■ Task data ■
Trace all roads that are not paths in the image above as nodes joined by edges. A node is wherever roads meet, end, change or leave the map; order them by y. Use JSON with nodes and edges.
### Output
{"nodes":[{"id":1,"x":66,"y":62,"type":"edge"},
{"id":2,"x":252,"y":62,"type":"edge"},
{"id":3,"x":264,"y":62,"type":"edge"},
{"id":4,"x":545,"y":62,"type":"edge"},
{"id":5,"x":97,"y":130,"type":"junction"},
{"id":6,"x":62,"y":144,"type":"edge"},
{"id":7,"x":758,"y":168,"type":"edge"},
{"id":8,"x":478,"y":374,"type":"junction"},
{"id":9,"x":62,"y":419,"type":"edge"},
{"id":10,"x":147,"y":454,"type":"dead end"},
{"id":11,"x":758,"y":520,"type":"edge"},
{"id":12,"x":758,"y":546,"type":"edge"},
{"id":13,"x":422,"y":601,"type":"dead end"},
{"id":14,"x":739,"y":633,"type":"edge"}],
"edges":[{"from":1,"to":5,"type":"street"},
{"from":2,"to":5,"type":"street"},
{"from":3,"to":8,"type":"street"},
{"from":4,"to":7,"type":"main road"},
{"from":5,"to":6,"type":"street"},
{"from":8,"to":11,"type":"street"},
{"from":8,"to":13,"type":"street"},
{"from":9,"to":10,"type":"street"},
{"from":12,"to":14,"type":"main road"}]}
...
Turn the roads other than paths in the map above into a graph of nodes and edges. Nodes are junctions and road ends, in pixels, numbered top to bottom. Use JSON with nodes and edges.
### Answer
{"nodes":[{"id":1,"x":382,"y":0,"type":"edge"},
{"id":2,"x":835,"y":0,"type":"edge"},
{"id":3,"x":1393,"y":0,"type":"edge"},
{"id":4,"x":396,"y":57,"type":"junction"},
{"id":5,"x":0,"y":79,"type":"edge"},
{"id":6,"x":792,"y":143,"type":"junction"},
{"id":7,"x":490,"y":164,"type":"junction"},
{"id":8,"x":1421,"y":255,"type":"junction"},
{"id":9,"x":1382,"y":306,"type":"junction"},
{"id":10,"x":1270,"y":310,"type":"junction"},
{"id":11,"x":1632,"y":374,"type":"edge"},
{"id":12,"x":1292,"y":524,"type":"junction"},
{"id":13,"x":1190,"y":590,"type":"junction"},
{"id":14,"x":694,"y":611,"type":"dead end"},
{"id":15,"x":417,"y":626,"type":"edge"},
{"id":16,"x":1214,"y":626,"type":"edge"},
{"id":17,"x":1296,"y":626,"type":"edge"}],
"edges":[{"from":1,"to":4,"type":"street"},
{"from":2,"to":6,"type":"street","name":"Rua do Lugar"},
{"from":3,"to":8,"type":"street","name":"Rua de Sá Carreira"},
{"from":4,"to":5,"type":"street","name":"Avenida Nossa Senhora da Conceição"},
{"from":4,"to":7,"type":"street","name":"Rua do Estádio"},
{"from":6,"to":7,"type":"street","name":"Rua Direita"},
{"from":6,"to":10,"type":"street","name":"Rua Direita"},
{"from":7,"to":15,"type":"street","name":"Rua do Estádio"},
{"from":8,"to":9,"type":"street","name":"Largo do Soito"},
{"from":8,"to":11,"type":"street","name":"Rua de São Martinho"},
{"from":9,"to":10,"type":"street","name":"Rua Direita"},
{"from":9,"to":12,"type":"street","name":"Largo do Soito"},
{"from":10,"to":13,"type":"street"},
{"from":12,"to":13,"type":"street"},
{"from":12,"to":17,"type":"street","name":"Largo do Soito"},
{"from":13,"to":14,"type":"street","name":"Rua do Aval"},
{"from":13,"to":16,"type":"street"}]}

■ Work order ■
Copy out each line of the data that holds the string "paths".

■ Result for this task ■
Trace all roads that are not paths in the image above as nodes joined by edges. A node is wherever roads meet, end, change or leave the map; order them by y. Use JSON with nodes and edges.
Turn the roads other than paths in the map above into a graph of nodes and edges. Nodes are junctions and road ends, in pixels, numbered top to bottom. Use JSON with nodes and edges.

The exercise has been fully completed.